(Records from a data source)
▼
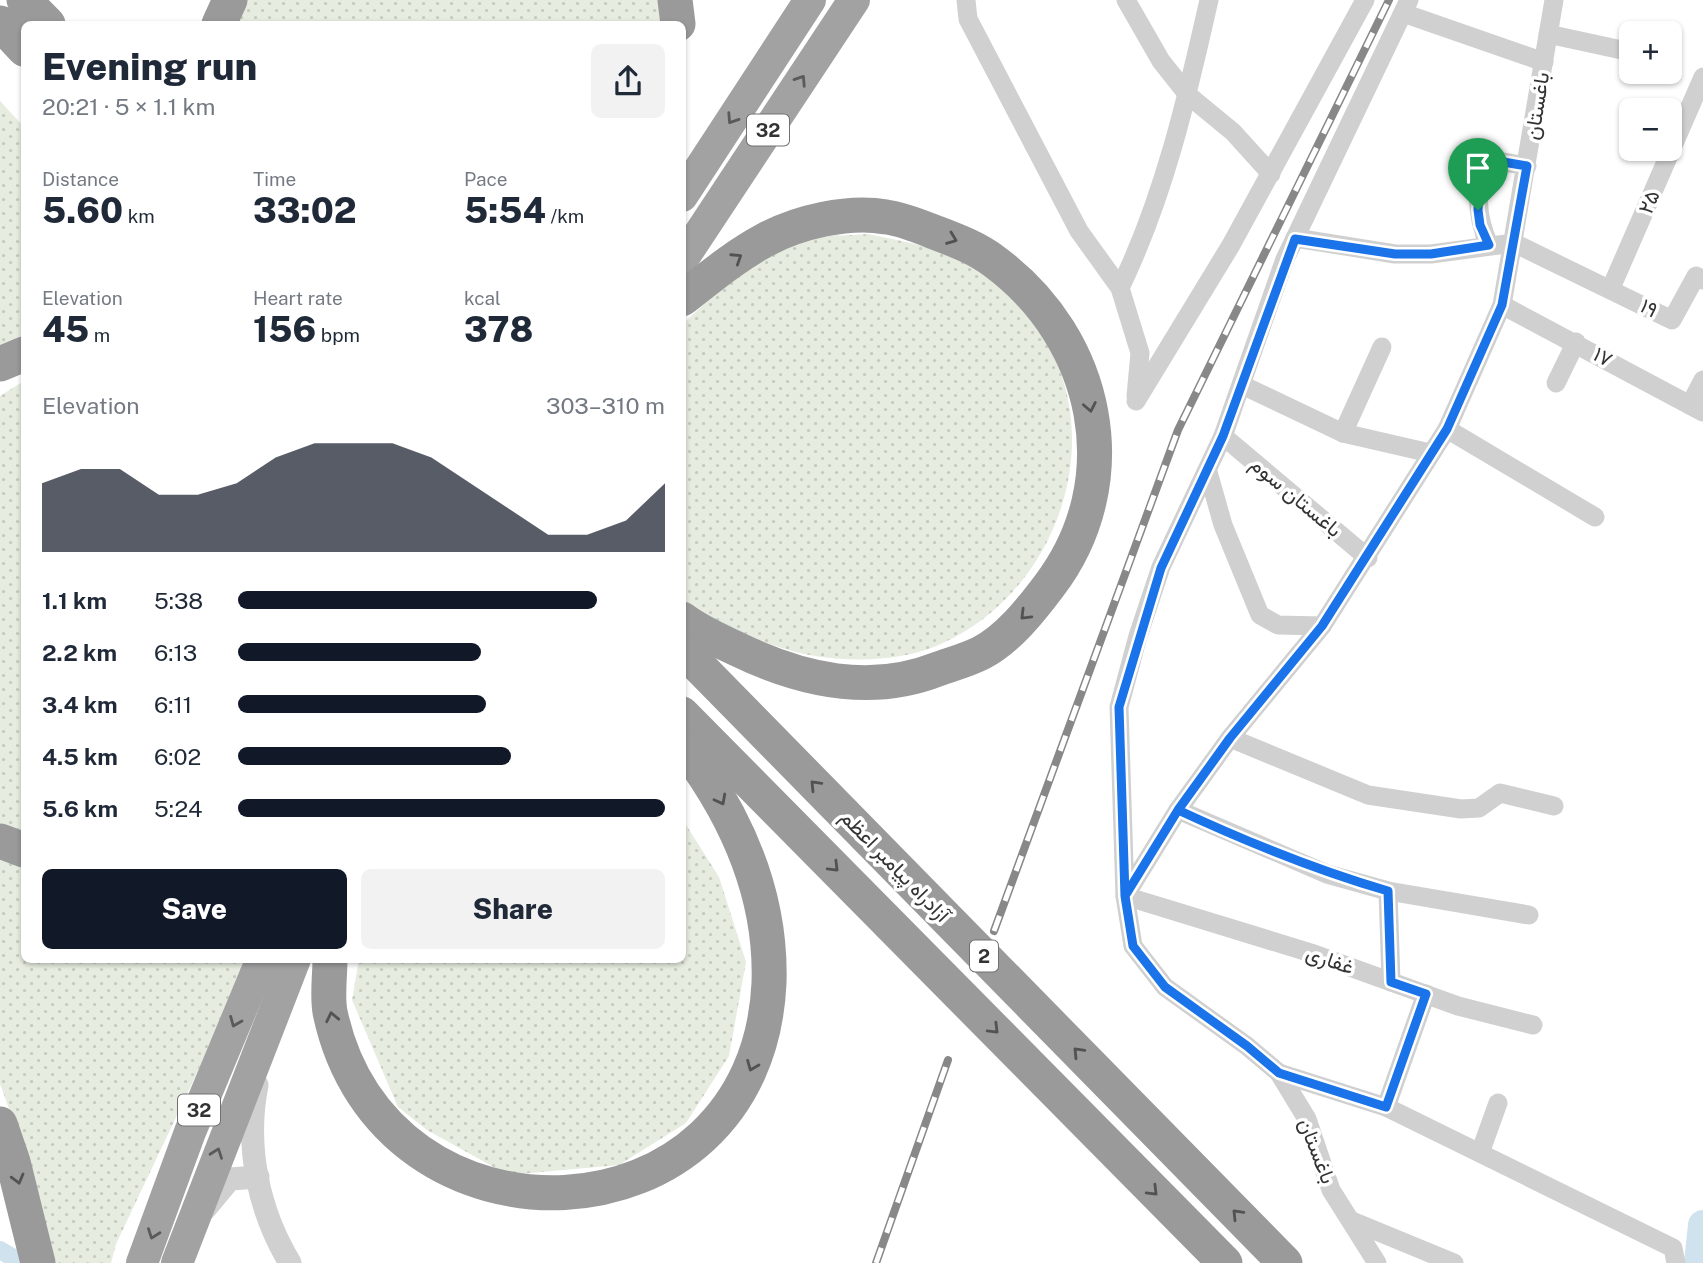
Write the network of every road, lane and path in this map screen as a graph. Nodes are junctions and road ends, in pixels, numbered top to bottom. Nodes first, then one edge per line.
1 (24, 0) edge
2 (230, 0) edge
3 (675, 0) edge
4 (810, 0) edge
5 (854, 0) edge
6 (966, 0) edge
7 (1126, 0) edge
8 (1209, 0) edge
9 (1365, 0) edge
10 (1554, 0) edge
11 (1406, 7) edge
12 (45, 21) edge
13 (220, 21) edge
14 (678, 21) edge
15 (0, 23) edge
16 (1548, 34) junction
17 (21, 45) edge
18 (1619, 49) edge
19 (1544, 62) junction
20 (1703, 77) edge
21 (1188, 95) junction
22 (1527, 166) junction
23 (1271, 174) junction
24 (686, 190) edge
25 (1295, 239) junction
26 (1514, 243) junction
27 (1489, 245) junction
28 (686, 254) edge
29 (1703, 280) edge
30 (1120, 288) junction
31 (1611, 288) junction
32 (686, 296) edge
33 (1502, 305) junction
34 (1576, 342) junction
35 (1382, 347) dead end
36 (21, 355) edge
37 (0, 364) edge
38 (1703, 380) edge
39 (1556, 383) dead end
40 (1242, 385) junction
41 (1696, 409) edge
42 (1447, 429) junction
43 (1343, 433) junction
44 (1223, 436) junction
45 (1430, 453) junction
46 (1209, 472) junction
47 (1595, 517) dead end
48 (1368, 558) junction
49 (686, 622) edge
50 (1322, 626) junction
51 (686, 653) edge
52 (686, 718) edge
53 (1230, 738) junction
54 (686, 749) edge
55 (1554, 806) dead end
56 (1178, 810) junction
57 (0, 841) edge
58 (21, 849) edge
59 (1388, 891) junction
60 (1125, 896) junction
61 (1529, 915) dead end
62 (260, 963) edge
63 (293, 963) edge
64 (330, 963) edge
65 (1391, 982) junction
66 (1426, 994) junction
67 (273, 1009) junction
68 (1534, 1025) dead end
69 (1279, 1073) junction
70 (1498, 1102) dead end
71 (1386, 1107) junction
72 (0, 1124) edge
73 (1480, 1153) junction
74 (258, 1177) junction
75 (1352, 1221) junction
76 (35, 1249) edge
77 (180, 1254) edge
78 (142, 1263) edge
79 (290, 1263) edge
80 (1225, 1263) edge
81 (1285, 1263) edge
82 (1377, 1263) edge
83 (1454, 1263) edge
84 (1676, 1263) edge

1 - 12 highway
2 - 13 highway
3 - 14 highway
4 -> 24 highway, 32
28 -> 5 highway, 32
6 - 30 street
7 - 21 street
8 - 21 street
9 - 23 street
10 - 16 street, باغستان
11 - 19 street
11 - 25 street
15 - 17 highway
16 - 18 street
16 - 19 street, باغستان
19 - 22 street, باغستان
20 - 31 street, ۲۵
21 - 23 street
21 - 30 street
22 - 26 street, باغستان
22 - 27 street
23 - 30 street
25 - 27 street
25 - 40 street
26 - 27 street
26 - 31 street
26 - 33 street, باغستان
29 - 31 street, ۱۹
32 -> 49 highway
33 - 34 street, ۱۷
33 - 42 street, باغستان
34 - 39 street
34 - 41 street, ۱۷
35 - 43 street
36 - 37 highway
38 - 41 street
40 - 43 street
40 - 44 street
42 - 45 street, باغستان
42 - 47 street
43 - 45 street
44 - 46 street
44 - 48 street, باغستان سوم
45 - 48 street, باغستان
46 - 50 street
46 - 60 street
48 - 50 street, باغستان
50 - 53 street, باغستان
81 -> 51 highway, آزادراه پیامبر اعظم / 2
52 -> 80 highway, آزادراه پیامبر اعظم / 2
53 - 55 street
53 - 56 street, باغستان
54 -> 64 highway
56 - 59 street
56 - 60 street, باغستان
57 - 58 highway
59 - 61 street
59 - 65 street
60 - 65 street, غفاری
60 - 69 street, باغستان
62 -> 78 highway, 32
63 - 67 highway, 32
65 - 66 street, غفاری
66 - 68 street, غفاری
66 - 71 street
67 - 74 street
77 -> 67 highway, 32
69 - 71 street
69 - 75 street, باغستان
70 - 73 street
71 - 73 street
72 -> 76 highway
73 - 84 street
74 - 77 street
74 - 79 street
75 - 82 street, باغستان
75 - 83 street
▲
→ **WORK REQUEST**
For the records above, state how many lines contain the string "آزادراه", with no added text.

→ **YOUR RESPONSE**
2